## What the task asks
Search the records for the word "Drive". Copy every line where it appears.

Stored records

Start of Block

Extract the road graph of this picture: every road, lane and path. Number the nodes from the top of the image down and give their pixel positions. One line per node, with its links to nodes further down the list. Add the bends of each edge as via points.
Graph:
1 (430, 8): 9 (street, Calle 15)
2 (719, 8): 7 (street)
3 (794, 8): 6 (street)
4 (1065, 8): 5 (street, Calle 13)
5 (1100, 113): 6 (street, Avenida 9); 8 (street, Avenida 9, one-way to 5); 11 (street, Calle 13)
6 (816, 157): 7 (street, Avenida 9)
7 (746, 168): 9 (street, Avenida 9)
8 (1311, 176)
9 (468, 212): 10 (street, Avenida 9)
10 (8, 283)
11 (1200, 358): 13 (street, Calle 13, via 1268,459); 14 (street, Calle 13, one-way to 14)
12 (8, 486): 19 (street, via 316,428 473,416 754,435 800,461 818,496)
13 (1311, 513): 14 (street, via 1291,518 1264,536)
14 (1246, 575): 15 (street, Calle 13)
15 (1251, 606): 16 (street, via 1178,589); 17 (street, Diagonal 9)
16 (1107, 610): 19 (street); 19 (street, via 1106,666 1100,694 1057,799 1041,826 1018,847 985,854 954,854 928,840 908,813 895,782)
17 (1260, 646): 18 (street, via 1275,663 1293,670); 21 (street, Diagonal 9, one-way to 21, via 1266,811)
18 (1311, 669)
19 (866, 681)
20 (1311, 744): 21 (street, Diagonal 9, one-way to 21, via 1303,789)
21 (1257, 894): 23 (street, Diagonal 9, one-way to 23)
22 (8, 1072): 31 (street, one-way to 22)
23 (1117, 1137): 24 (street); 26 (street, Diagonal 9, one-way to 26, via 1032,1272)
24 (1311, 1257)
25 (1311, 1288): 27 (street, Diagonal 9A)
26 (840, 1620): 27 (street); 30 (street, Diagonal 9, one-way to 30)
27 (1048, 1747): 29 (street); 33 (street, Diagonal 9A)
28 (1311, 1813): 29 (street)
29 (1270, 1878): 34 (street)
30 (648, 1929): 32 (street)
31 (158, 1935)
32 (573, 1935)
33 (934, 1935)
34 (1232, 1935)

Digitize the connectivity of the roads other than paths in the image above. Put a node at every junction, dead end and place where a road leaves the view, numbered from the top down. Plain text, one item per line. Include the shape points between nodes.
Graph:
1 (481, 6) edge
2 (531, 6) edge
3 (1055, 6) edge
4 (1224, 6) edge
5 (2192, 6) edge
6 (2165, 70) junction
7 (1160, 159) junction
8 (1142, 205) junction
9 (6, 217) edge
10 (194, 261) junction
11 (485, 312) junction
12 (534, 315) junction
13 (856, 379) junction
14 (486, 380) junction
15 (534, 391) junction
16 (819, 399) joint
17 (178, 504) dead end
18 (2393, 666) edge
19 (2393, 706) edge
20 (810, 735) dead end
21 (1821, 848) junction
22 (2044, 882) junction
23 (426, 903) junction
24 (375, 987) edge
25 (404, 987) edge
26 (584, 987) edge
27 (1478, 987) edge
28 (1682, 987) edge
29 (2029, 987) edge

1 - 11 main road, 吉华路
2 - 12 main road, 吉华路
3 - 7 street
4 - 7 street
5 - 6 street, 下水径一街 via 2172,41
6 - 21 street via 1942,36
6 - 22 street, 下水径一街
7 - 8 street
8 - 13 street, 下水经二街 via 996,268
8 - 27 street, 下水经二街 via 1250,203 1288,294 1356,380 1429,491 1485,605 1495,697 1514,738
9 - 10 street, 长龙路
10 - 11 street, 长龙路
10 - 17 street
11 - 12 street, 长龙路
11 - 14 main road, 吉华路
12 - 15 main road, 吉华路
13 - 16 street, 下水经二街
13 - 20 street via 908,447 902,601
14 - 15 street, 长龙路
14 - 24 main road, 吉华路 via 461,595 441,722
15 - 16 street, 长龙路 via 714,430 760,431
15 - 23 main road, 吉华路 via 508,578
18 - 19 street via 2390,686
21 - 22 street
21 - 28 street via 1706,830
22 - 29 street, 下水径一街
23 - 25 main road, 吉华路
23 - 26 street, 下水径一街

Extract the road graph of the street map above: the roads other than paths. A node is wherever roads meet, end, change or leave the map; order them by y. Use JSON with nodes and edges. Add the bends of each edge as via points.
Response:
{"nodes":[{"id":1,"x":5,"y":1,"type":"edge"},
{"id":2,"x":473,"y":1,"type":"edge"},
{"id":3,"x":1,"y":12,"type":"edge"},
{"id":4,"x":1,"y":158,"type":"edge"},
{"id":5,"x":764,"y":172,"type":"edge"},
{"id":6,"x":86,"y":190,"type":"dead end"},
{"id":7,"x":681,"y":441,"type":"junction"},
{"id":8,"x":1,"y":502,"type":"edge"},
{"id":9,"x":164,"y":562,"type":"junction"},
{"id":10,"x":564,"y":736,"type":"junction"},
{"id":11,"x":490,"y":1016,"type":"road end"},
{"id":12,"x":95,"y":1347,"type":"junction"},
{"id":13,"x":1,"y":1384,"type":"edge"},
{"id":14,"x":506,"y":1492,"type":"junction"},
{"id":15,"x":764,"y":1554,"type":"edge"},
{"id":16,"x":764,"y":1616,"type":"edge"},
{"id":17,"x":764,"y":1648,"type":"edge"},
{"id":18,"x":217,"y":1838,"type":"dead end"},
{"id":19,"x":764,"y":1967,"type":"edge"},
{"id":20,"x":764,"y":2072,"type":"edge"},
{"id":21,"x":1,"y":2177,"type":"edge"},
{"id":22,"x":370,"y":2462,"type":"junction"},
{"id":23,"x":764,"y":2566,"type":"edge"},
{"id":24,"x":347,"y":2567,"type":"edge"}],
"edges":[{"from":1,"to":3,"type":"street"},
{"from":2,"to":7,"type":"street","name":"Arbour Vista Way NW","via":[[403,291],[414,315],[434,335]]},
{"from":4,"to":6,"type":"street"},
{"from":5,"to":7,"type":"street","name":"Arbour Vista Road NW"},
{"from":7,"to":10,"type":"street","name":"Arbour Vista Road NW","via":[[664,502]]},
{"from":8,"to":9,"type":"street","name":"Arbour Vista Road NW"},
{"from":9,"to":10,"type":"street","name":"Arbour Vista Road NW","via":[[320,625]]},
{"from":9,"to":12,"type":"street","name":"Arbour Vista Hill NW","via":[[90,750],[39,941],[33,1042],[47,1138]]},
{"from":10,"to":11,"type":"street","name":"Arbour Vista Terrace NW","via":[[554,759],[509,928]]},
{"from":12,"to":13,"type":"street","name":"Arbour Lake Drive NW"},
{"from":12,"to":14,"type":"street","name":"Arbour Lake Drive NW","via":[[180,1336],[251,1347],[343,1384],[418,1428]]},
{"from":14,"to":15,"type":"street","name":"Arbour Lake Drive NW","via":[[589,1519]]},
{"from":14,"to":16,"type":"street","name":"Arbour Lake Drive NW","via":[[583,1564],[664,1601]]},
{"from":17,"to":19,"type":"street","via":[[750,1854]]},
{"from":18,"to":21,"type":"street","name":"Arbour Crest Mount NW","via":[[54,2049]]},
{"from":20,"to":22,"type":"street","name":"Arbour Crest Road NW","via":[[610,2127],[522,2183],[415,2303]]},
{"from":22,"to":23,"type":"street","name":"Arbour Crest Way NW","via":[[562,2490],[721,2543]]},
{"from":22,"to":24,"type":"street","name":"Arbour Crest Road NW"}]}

End of Block

## Answer to the problem
{"from":12,"to":13,"type":"street","name":"Arbour Lake Drive NW"},
{"from":12,"to":14,"type":"street","name":"Arbour Lake Drive NW","via":[[180,1336],[251,1347],[343,1384],[418,1428]]},
{"from":14,"to":15,"type":"street","name":"Arbour Lake Drive NW","via":[[589,1519]]},
{"from":14,"to":16,"type":"street","name":"Arbour Lake Drive NW","via":[[583,1564],[664,1601]]},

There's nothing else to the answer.